I often fantasize about my soul in past lives. Who was I? Where have I been? What did I do in those lifetimes that I am making up for in this one? My birth chart reveals some of this to me, and I think my body does, too. I have a birthmark a little left of center on my torso that I was never all that fond of. As a matter of fact, I have struggled my whole life with unpleasant feelings regarding my midsection. My stomach is soft, and even at my leanest, I’ve never had a defined abdominal area. I’ve always held a little extra padding around there and TBH, have always held a lot of extra shame for said padding. I was a card carrying member of the 1 piece swimsuit club, until the blessed tankini made her appearance. Crop tops? Absolutely not. I just HAD to cover up the hideous dark mark on my pillowy tummy… oh, the shame…
Anyways… back to past lives… I would have been tortured, burned at the stake, or hung for this mark on my stomach during the witch trials. A witch’s mark. A branding from the Devil himself. I used to be so embarrassed of this little patch on my stomach for some weird reason. Shame for being different, perhaps? I have to wonder if in some life I died durning childbirth, or possibly had a still born… or some kind of reproductive trauma. After all, my reproductive health and hormones have always been… ahem… shitty. I have endometriosis that has me doubled over in excruciating pain when I’m on my period . I tried to get pregnant for a long time, and even enlisted the help of a specialist to attempt conception and reproduction but, alas, it just wasn’t meant to be. My body did NOT want to get pregnant, but my soul longed to be a mother.
I consider this chapter of my life the ultimate lesson in divine timing. The lonely road of infertility; the anxiety riddled adoption process; the blessed birth of my son- all happened exactly how and when they were supposed to. I was meant to be a mom. Specifically, my little Scorpion King’s mom. He needed to grow in the womb of another to bless me with the gift of being his mommy. He wouldn’t be him if he grew from my body, and I’m so incredibly grateful for our journey and for the woman who held him in her heart and womb space until we could be together. The body I deemed a lemon gets to sip, hold and love on the sweetest glass of lemonade every single day bc of the way it “wouldn’t work”. Turns out, it was working exactly how it was supposed to for the soul journey our family is on.

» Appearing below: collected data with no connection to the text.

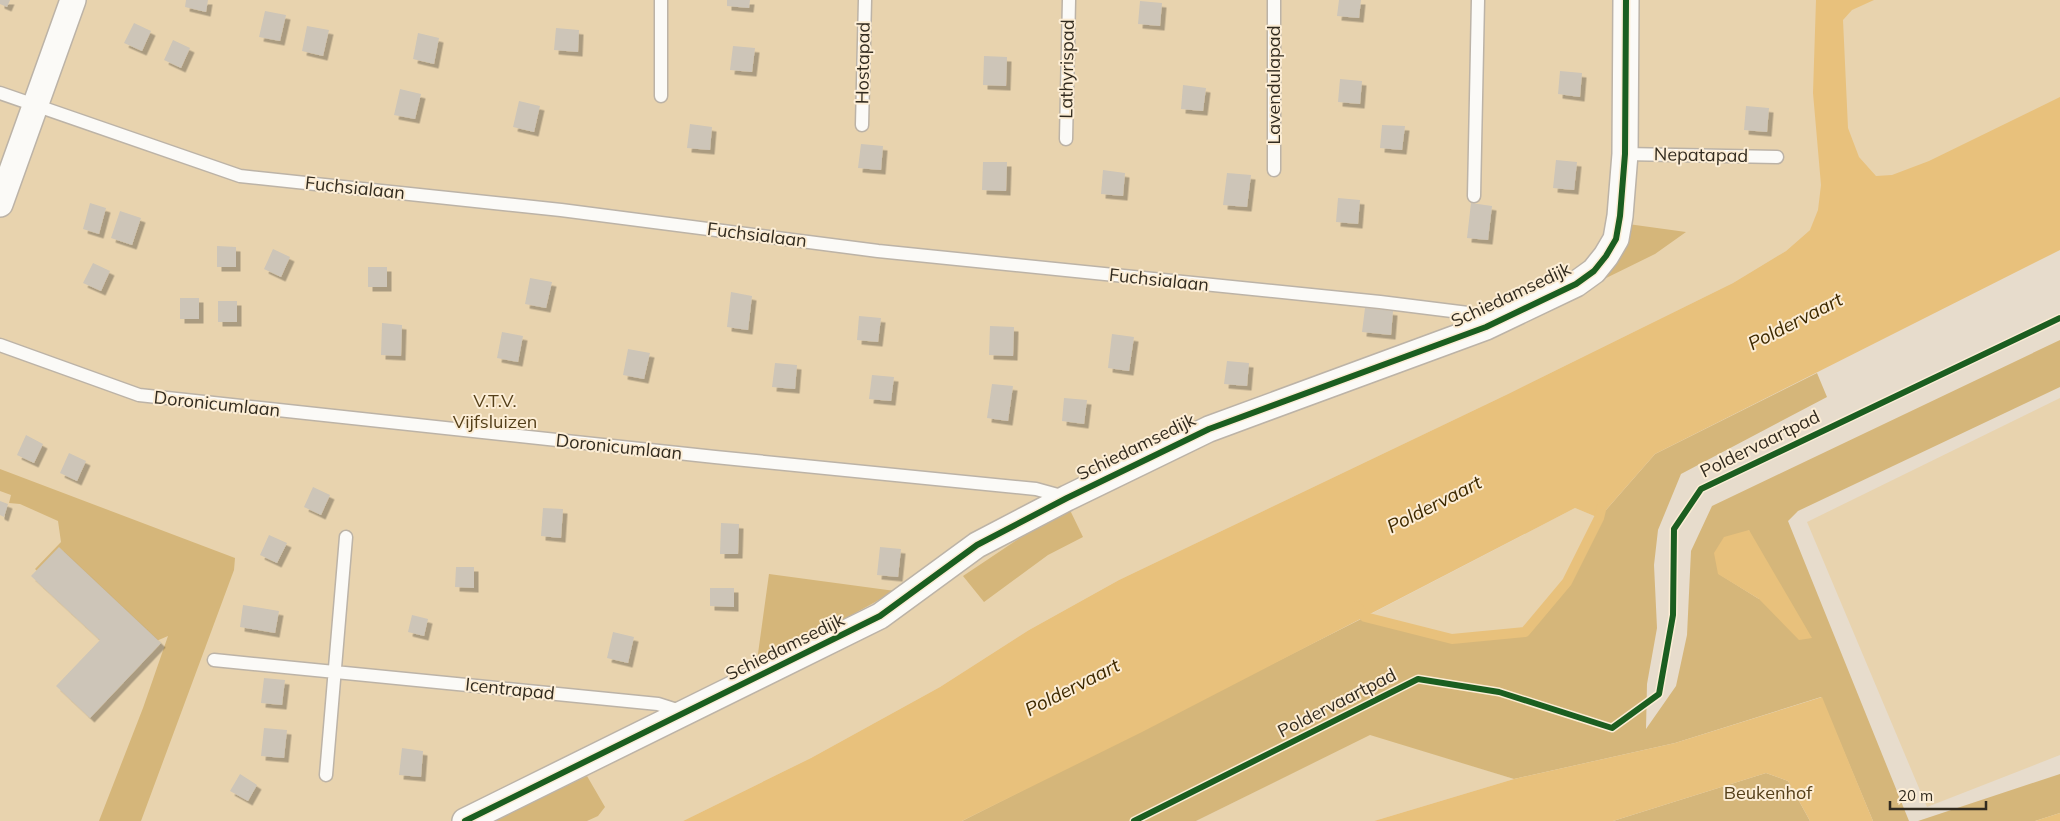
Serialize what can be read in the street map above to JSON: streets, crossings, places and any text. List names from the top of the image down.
{
  "streets": {
    "street": ["Schiedamsedijk"],
    "lane": [
      "Hostapad",
      "Lathyrispad",
      "Lavendulapad",
      "Nepatapad",
      "Fuchsialaan",
      "Doronicumlaan",
      "Icentrapad"
    ],
    "cycle path": ["Poldervaartpad"]
  },
  "crossings": [
    ["Nepatapad", "Schiedamsedijk"],
    ["Fuchsialaan", "Schiedamsedijk"],
    ["Schiedamsedijk", "Doronicumlaan"],
    ["Schiedamsedijk", "Icentrapad"]
  ],
  "water": ["Poldervaart"],
  "parks": ["V.T.V. Vijfsluizen", "Beukenhof"],
  "scale_bar": "20 m"
}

These days I treasure my birthmark. It’s a reminder of my past life… a life where I felt broken and faulty bc of the vacancy in this space. The mental and physical pain I’ve experienced for an anatomy that functions in mysterious ways. I wear it with pride like a badge of honor.
The physical branding of my Cancer Moon. My witch mark. A token of a womb that needs to heal. A reminder that motherhood takes her shape in various ways in various bodies… that I am a Divine Mother.